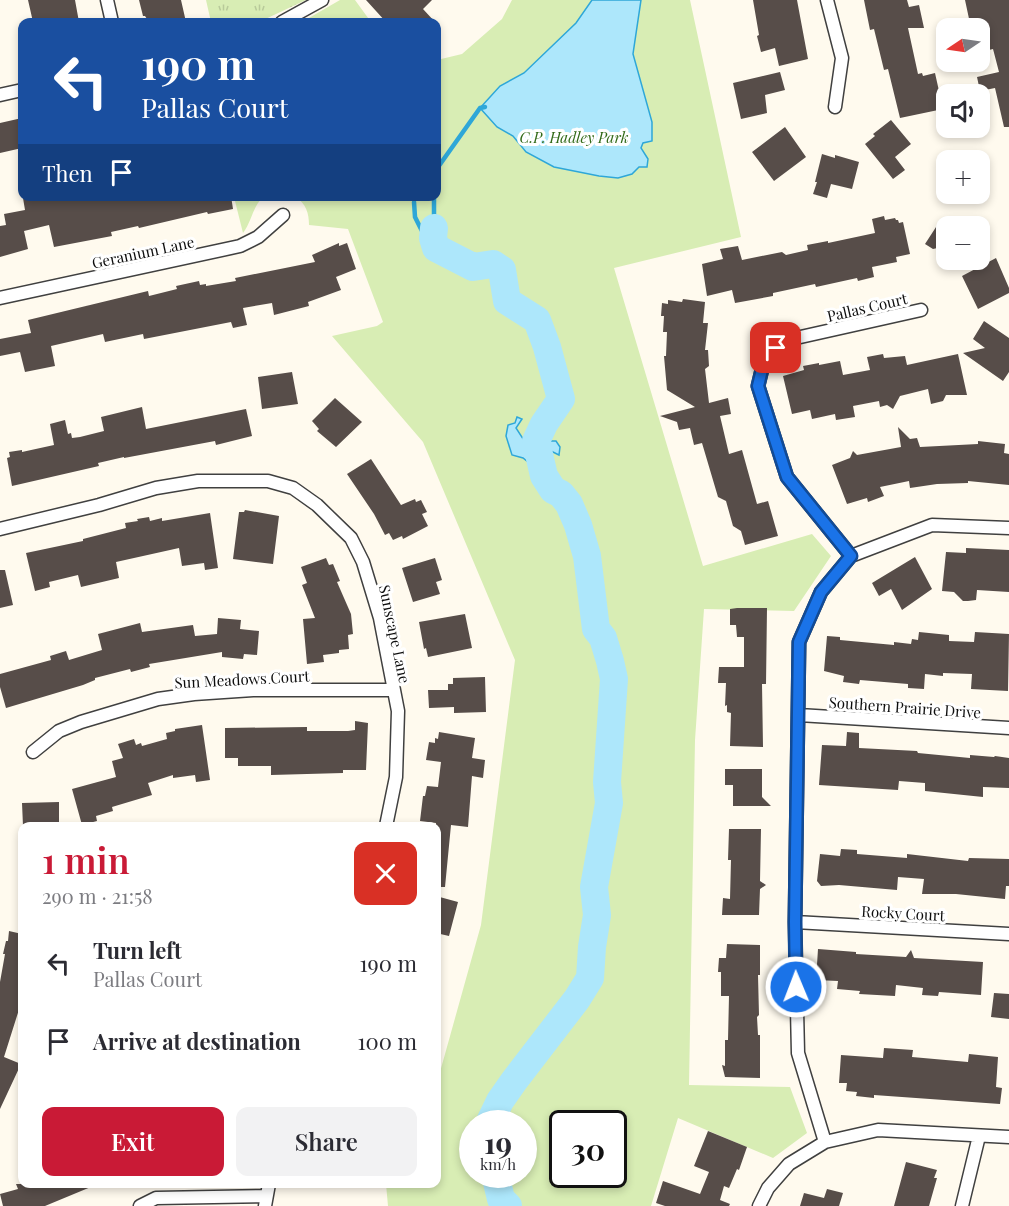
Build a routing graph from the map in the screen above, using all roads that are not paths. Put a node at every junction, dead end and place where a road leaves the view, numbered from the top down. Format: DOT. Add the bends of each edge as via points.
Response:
graph roads {
  1 [pos="107,0"];
  2 [pos="322,0"];
  3 [pos="827,0"];
  4 [pos="111,18"];
  5 [pos="289,18"];
  6 [pos="18,91"];
  7 [pos="0,95"];
  8 [pos="835,107"];
  9 [pos="283,215"];
  10 [pos="0,298"];
  11 [pos="921,310"];
  12 [pos="1009,528"];
  13 [pos="0,529"];
  14 [pos="851,556"];
  15 [pos="392,690"];
  16 [pos="799,716"];
  17 [pos="1009,728"];
  18 [pos="33,752"];
  19 [pos="387,822"];
  20 [pos="795,922"];
  21 [pos="1009,934"];
  22 [pos="979,1136"];
  23 [pos="1009,1137"];
  24 [pos="825,1142"];
  25 [pos="265,1201"];
  26 [pos="140,1206"];
  27 [pos="759,1206"];
  28 [pos="962,1206"];
  1 -- 4 [label="street"];
  2 -- 5 [label="street"];
  3 -- 8 [label="street" via="842,58"];
  6 -- 7 [label="street"];
  9 -- 10 [label="street, Geranium Lane" via="258,237 240,246"];
  11 -- 14 [label="street, Pallas Court" via="787,340 765,357 758,386 787,477"];
  12 -- 14 [label="street" via="932,525"];
  13 -- 15 [label="street, Sunscape Lane" via="156,488 198,481 268,481 293,488 351,538 363,561 380,618"];
  14 -- 16 [label="street" via="821,592 799,642"];
  15 -- 18 [label="street, Sun Meadows Court" via="253,690 158,699 59,731"];
  15 -- 19 [label="street, Sunscape Lane" via="398,711 396,777"];
  16 -- 17 [label="street, Southern Prairie Drive"];
  16 -- 20 [label="street"];
  20 -- 21 [label="street, Rocky Court"];
  20 -- 24 [label="street" via="798,1053"];
  22 -- 23 [label="street"];
  22 -- 24 [label="street" via="878,1130"];
  22 -- 28 [label="street"];
  24 -- 27 [label="street" via="789,1164 768,1188"];
  25 -- 26 [label="street" via="156,1198"];
}
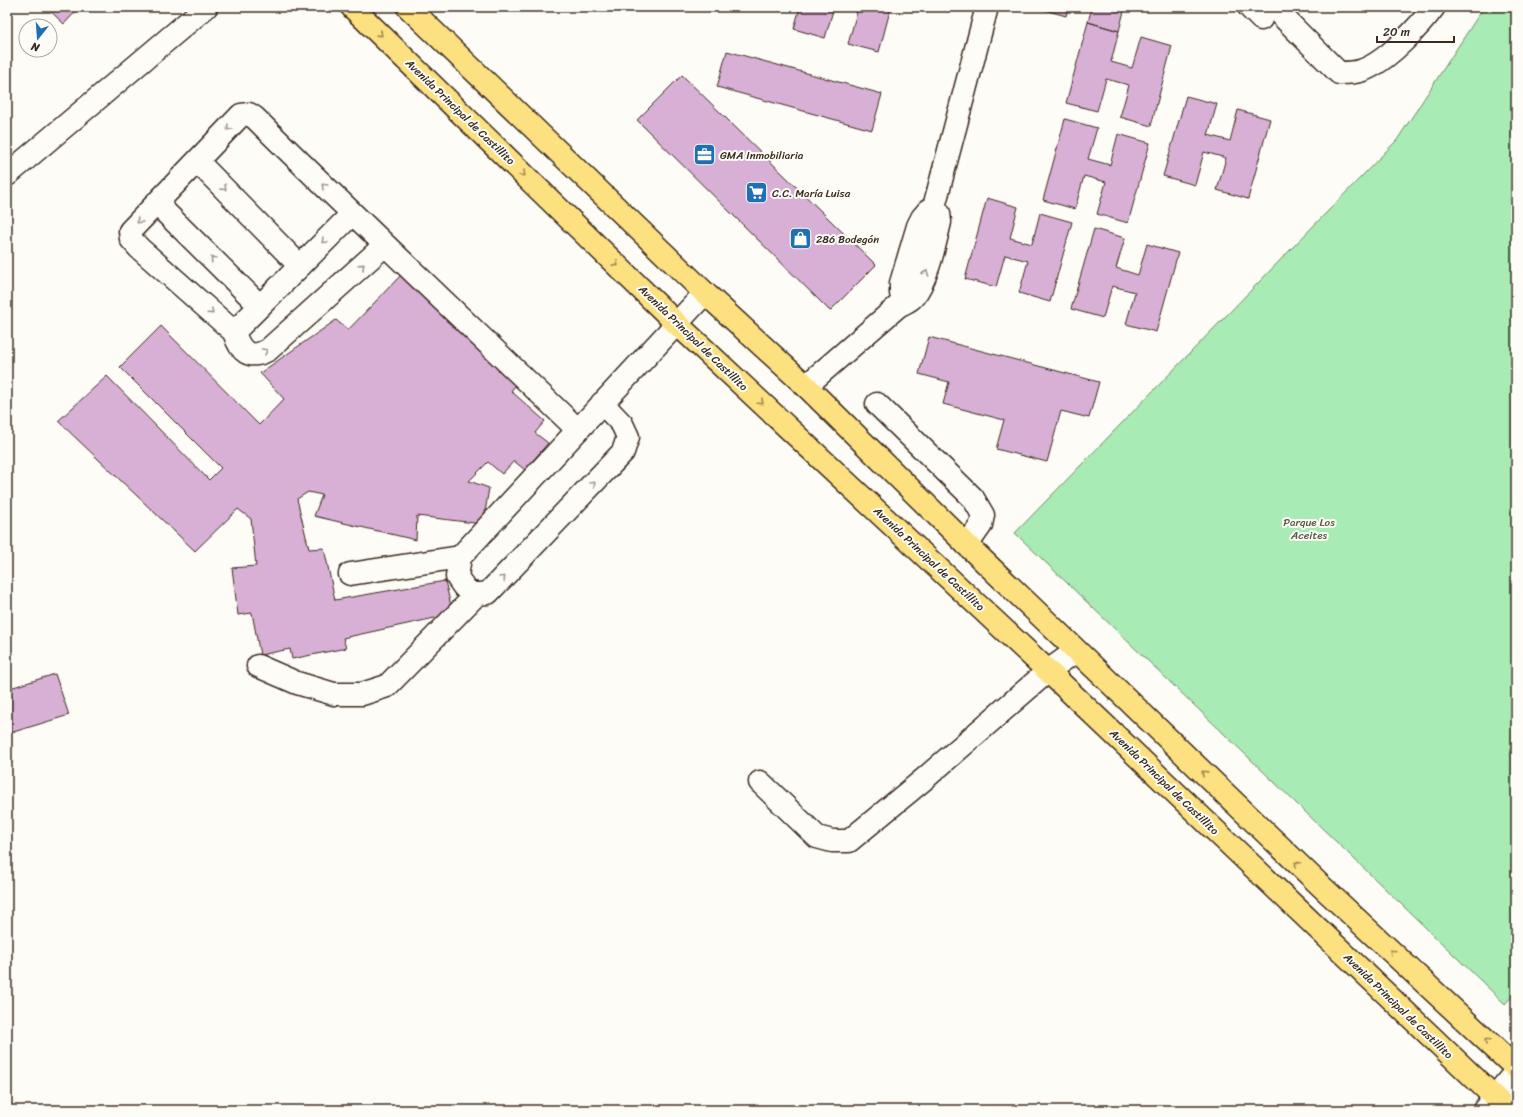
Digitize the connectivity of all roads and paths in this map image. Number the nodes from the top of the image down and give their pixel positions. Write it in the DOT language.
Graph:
graph roads {
  1 [pos="206,7"];
  2 [pos="352,7"];
  3 [pos="408,7"];
  4 [pos="987,7"];
  5 [pos="1434,7"];
  6 [pos="1261,11"];
  7 [pos="196,160"];
  8 [pos="7,175"];
  9 [pos="156,203"];
  10 [pos="352,214"];
  11 [pos="385,246"];
  12 [pos="300,266"];
  13 [pos="705,293"];
  14 [pos="260,306"];
  15 [pos="676,323"];
  16 [pos="234,332"];
  17 [pos="806,386"];
  18 [pos="602,404"];
  19 [pos="877,404"];
  20 [pos="578,430"];
  21 [pos="967,545"];
  22 [pos="460,557"];
  23 [pos="350,574"];
  24 [pos="476,595"];
  25 [pos="1076,651"];
  26 [pos="258,666"];
  27 [pos="1048,671"];
  28 [pos="760,782"];
  29 [pos="1516,1068"];
  30 [pos="1516,1071"];
  31 [pos="1495,1106"];
  1 -- 8 [label="street"];
  2 -- 15 [label="main road, Avenida Principal de Castillito, one-way"];
  3 -- 13 [label="main road"];
  4 -- 17 [label="street"];
  5 -- 6 [label="street"];
  7 -- 9 [label="street"];
  10 -- 7 [label="street, one-way"];
  7 -- 12 [label="street, one-way"];
  14 -- 9 [label="street, one-way"];
  9 -- 16 [label="street, one-way"];
  10 -- 11 [label="street"];
  10 -- 12 [label="street, one-way"];
  16 -- 11 [label="street, one-way"];
  11 -- 20 [label="street"];
  12 -- 14 [label="street"];
  13 -- 15 [label="street"];
  13 -- 17 [label="main road"];
  14 -- 16 [label="street"];
  15 -- 18 [label="street"];
  15 -- 27 [label="main road, Avenida Principal de Castillito, one-way"];
  17 -- 21 [label="main road"];
  18 -- 20 [label="street"];
  24 -- 18 [label="street, one-way"];
  19 -- 21 [label="street"];
  20 -- 22 [label="street"];
  21 -- 25 [label="main road"];
  22 -- 23 [label="street"];
  22 -- 24 [label="street"];
  24 -- 26 [label="street"];
  25 -- 27 [label="street"];
  29 -- 25 [label="main road, one-way"];
  27 -- 28 [label="street"];
  27 -- 31 [label="main road, Avenida Principal de Castillito"];
  30 -- 31 [label="street"];
}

________________

Exercise prompt: Leaving the images out, return every record exactly.

Response to this task:
Build a routing graph from the map in the screen above, using all roads that are not paths. Put a node at every junction, dead end and place where a road leaves the view, numbered from the top down. Format: DOT. Add the bends of each edge as via points.
Response:
graph roads {
  1 [pos="107,0"];
  2 [pos="322,0"];
  3 [pos="827,0"];
  4 [pos="111,18"];
  5 [pos="289,18"];
  6 [pos="18,91"];
  7 [pos="0,95"];
  8 [pos="835,107"];
  9 [pos="283,215"];
  10 [pos="0,298"];
  11 [pos="921,310"];
  12 [pos="1009,528"];
  13 [pos="0,529"];
  14 [pos="851,556"];
  15 [pos="392,690"];
  16 [pos="799,716"];
  17 [pos="1009,728"];
  18 [pos="33,752"];
  19 [pos="387,822"];
  20 [pos="795,922"];
  21 [pos="1009,934"];
  22 [pos="979,1136"];
  23 [pos="1009,1137"];
  24 [pos="825,1142"];
  25 [pos="265,1201"];
  26 [pos="140,1206"];
  27 [pos="759,1206"];
  28 [pos="962,1206"];
  1 -- 4 [label="street"];
  2 -- 5 [label="street"];
  3 -- 8 [label="street" via="842,58"];
  6 -- 7 [label="street"];
  9 -- 10 [label="street, Geranium Lane" via="258,237 240,246"];
  11 -- 14 [label="street, Pallas Court" via="787,340 765,357 758,386 787,477"];
  12 -- 14 [label="street" via="932,525"];
  13 -- 15 [label="street, Sunscape Lane" via="156,488 198,481 268,481 293,488 351,538 363,561 380,618"];
  14 -- 16 [label="street" via="821,592 799,642"];
  15 -- 18 [label="street, Sun Meadows Court" via="253,690 158,699 59,731"];
  15 -- 19 [label="street, Sunscape Lane" via="398,711 396,777"];
  16 -- 17 [label="street, Southern Prairie Drive"];
  16 -- 20 [label="street"];
  20 -- 21 [label="street, Rocky Court"];
  20 -- 24 [label="street" via="798,1053"];
  22 -- 23 [label="street"];
  22 -- 24 [label="street" via="878,1130"];
  22 -- 28 [label="street"];
  24 -- 27 [label="street" via="789,1164 768,1188"];
  25 -- 26 [label="street" via="156,1198"];
}
Digitize the connectivity of all roads and paths in this map image. Number the nodes from the top of the image down and give their pixel positions. Write it in the DOT language.
Graph:
graph roads {
  1 [pos="206,7"];
  2 [pos="352,7"];
  3 [pos="408,7"];
  4 [pos="987,7"];
  5 [pos="1434,7"];
  6 [pos="1261,11"];
  7 [pos="196,160"];
  8 [pos="7,175"];
  9 [pos="156,203"];
  10 [pos="352,214"];
  11 [pos="385,246"];
  12 [pos="300,266"];
  13 [pos="705,293"];
  14 [pos="260,306"];
  15 [pos="676,323"];
  16 [pos="234,332"];
  17 [pos="806,386"];
  18 [pos="602,404"];
  19 [pos="877,404"];
  20 [pos="578,430"];
  21 [pos="967,545"];
  22 [pos="460,557"];
  23 [pos="350,574"];
  24 [pos="476,595"];
  25 [pos="1076,651"];
  26 [pos="258,666"];
  27 [pos="1048,671"];
  28 [pos="760,782"];
  29 [pos="1516,1068"];
  30 [pos="1516,1071"];
  31 [pos="1495,1106"];
  1 -- 8 [label="street"];
  2 -- 15 [label="main road, Avenida Principal de Castillito, one-way"];
  3 -- 13 [label="main road"];
  4 -- 17 [label="street"];
  5 -- 6 [label="street"];
  7 -- 9 [label="street"];
  10 -- 7 [label="street, one-way"];
  7 -- 12 [label="street, one-way"];
  14 -- 9 [label="street, one-way"];
  9 -- 16 [label="street, one-way"];
  10 -- 11 [label="street"];
  10 -- 12 [label="street, one-way"];
  16 -- 11 [label="street, one-way"];
  11 -- 20 [label="street"];
  12 -- 14 [label="street"];
  13 -- 15 [label="street"];
  13 -- 17 [label="main road"];
  14 -- 16 [label="street"];
  15 -- 18 [label="street"];
  15 -- 27 [label="main road, Avenida Principal de Castillito, one-way"];
  17 -- 21 [label="main road"];
  18 -- 20 [label="street"];
  24 -- 18 [label="street, one-way"];
  19 -- 21 [label="street"];
  20 -- 22 [label="street"];
  21 -- 25 [label="main road"];
  22 -- 23 [label="street"];
  22 -- 24 [label="street"];
  24 -- 26 [label="street"];
  25 -- 27 [label="street"];
  29 -- 25 [label="main road, one-way"];
  27 -- 28 [label="street"];
  27 -- 31 [label="main road, Avenida Principal de Castillito"];
  30 -- 31 [label="street"];
}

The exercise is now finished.